• [TASK BRIEF]
Each line of the data below that holds the word "Crescent" is to be reported in full.

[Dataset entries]

- - -

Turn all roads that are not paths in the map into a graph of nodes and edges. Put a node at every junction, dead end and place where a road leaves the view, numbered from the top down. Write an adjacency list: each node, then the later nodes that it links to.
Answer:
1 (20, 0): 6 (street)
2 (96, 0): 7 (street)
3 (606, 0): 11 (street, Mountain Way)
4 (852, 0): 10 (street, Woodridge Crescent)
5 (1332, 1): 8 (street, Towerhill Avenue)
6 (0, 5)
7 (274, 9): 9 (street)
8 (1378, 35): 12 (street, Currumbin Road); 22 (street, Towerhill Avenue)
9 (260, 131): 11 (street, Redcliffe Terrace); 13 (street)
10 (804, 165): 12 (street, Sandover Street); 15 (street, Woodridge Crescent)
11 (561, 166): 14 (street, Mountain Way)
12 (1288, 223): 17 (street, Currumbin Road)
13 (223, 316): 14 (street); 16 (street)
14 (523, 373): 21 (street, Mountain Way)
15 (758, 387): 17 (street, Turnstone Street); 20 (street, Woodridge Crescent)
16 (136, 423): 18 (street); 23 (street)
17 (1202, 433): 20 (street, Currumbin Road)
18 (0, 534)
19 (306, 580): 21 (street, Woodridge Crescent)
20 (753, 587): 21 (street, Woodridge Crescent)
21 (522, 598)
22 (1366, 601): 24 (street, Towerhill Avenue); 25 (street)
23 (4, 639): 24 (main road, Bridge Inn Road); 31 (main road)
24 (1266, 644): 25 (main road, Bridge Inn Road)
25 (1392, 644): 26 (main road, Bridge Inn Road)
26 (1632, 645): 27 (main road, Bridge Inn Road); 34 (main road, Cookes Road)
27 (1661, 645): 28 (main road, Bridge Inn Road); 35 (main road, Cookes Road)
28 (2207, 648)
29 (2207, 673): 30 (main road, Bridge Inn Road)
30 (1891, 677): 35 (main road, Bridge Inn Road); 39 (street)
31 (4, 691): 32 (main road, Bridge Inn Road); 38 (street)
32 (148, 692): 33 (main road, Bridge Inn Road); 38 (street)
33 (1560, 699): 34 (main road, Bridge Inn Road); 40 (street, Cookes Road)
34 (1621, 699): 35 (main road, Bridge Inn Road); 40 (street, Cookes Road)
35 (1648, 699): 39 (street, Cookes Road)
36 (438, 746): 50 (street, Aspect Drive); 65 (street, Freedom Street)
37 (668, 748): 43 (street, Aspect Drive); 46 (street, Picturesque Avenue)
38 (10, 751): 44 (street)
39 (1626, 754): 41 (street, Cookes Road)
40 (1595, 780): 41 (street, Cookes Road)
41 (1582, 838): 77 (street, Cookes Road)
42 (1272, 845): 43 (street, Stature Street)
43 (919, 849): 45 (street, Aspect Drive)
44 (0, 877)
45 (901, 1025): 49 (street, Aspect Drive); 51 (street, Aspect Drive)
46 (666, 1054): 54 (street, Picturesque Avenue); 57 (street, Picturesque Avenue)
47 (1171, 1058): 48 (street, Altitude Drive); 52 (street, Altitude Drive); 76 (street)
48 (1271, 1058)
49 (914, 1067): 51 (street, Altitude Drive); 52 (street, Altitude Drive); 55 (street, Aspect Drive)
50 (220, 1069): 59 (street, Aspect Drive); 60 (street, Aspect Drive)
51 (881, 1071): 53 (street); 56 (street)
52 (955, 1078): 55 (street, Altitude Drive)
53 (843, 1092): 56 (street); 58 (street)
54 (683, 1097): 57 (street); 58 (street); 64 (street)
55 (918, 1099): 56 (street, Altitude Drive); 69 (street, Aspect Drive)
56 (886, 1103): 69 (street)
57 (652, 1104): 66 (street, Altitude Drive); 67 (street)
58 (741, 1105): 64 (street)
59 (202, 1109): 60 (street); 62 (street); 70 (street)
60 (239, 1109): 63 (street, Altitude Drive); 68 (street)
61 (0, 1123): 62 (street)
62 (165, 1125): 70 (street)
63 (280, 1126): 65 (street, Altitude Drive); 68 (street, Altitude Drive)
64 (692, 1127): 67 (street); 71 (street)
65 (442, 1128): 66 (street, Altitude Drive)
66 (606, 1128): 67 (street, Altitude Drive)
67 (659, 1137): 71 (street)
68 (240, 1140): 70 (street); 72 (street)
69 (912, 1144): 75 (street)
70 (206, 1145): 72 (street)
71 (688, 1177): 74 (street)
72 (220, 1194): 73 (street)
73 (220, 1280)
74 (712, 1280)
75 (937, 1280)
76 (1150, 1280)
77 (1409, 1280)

- - -

• [RESULT OF THE EXERCISE]
4 (852, 0): 10 (street, Woodridge Crescent)
10 (804, 165): 12 (street, Sandover Street); 15 (street, Woodridge Crescent)
15 (758, 387): 17 (street, Turnstone Street); 20 (street, Woodridge Crescent)
19 (306, 580): 21 (street, Woodridge Crescent)
20 (753, 587): 21 (street, Woodridge Crescent)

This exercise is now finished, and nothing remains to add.